First, let's look at what we know from your question:
- you are graduating with a degree, and therefore you have a lot of
coursework under your belt
- you say you have a lot of experience with "many programming languages
and other technologies"; unless you are leaving out a lot of
information in your question, it would probably be more fair to say
that you have a lot of familiarity with languages and technologies.
That's an important distinction to understand as you craft your
resume as an entry-level worker.
- you have no employment history, and do not mention internships at all; since that is a type of employment, so we have to assume you have not had any.
- you have not mentioned any volunteer work, either at your school, in the community, or with open source projects, so we have to assume you have not had any.
Your question is about "communicating your skills without it looking like a laundry list" -- that is the right attitude, but here is the truth which I think you already know: without proof to back up the items in your list, you really only have an invalid, unverified list. You could "list" that you have experience creating Ruby applications (for example), but if there's nothing at all on your resume to back that up, as the hiring manager I'm going to ignore your resume (even if it's for an entry-level position).
There's some good news, however:
- Employers typically still only expect new college graduates to have
entry-level skills and little formal work experience.
- More than likely, you have more experience than you think, unless you went to a terrible school that only gave multiple-choice tests and never had you do anything practical.
This gets us back to the question of how to frame your skills and experiences in truthful and positive ways for you. First, ensure that you are not discounting any internships, side projects, or volunteer work. Next, think about the projects you've done in your coursework and the roles you've held.
A typical resume for a recent graduate might have sections that look like this:
- Contact information - self-explanatory
- Summary of skills - a few bullet points highlighting what you could actually start doing the first day on the job, such as "programming languages: Java; markup languages: HTML, XML; databases: Oracle" (etc)

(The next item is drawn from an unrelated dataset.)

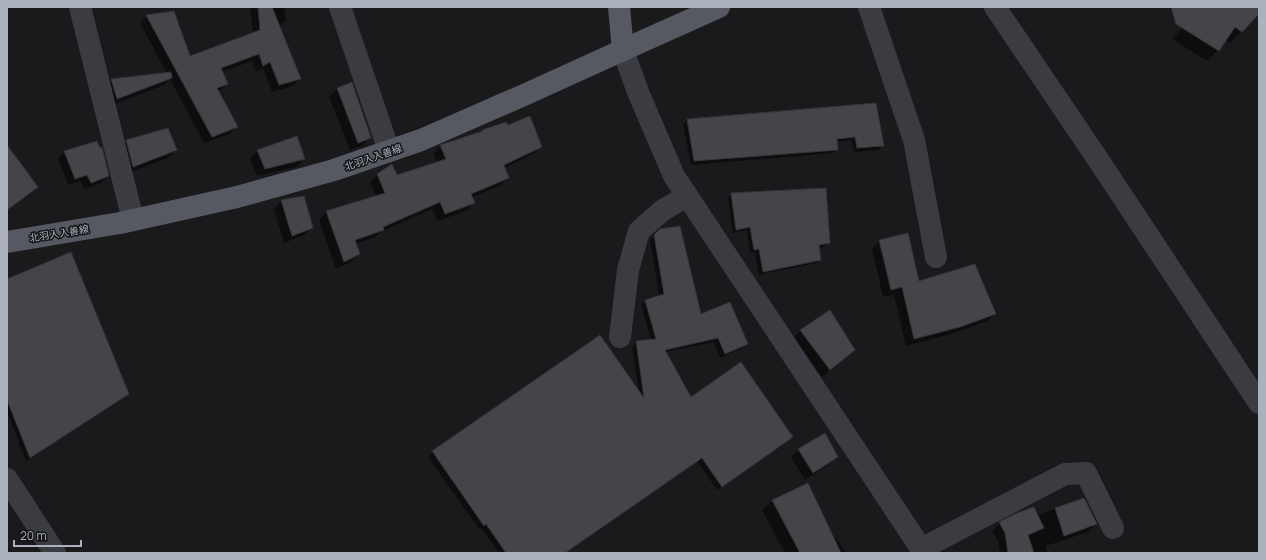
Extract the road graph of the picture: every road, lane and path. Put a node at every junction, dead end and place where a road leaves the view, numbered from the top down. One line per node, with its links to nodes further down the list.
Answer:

- Educational information - your degree, school, location, date
- Employment related experience - title, company, location, date, accomplishments
- Awards & Scholarships -- type, amount, date; these show that someone else has invested in you at some point in the past
What you're saying is that your resume might look only like this:
- Contact information
- Summary of skills
- Educational information
If that is true, then expand in your Education section:
- Add a list of upper-division courses and electives that you took to
help specialize your work. In other words, leave off "Intro to
Programming" but list "Linear & Non-Linear Optimization",
"Mathematical Modeling", and so on.
- For every course in which you were part of a team that did a group project -- especially if it was your senior or capstone project -- describe it and your role. For example: "Information Security: team leader for group project to design intrusion detection system. Managed resource allocations, documented deliverables, performed 25% of the coding in Java".
Once you start expanding on your education, you start to have the proof behind the claims you are making about the skills you are listing. Similarly, if you were part of clubs and held offices in them, those actions count as well -- maybe more for soft skills, depending on the club and what you did, but those things still matter.
Also, go get some internships, do volunteer work, contribute to open source projects, if you can, not just to be able to list something in your resume, but to begin to gain experience outside of the classroom.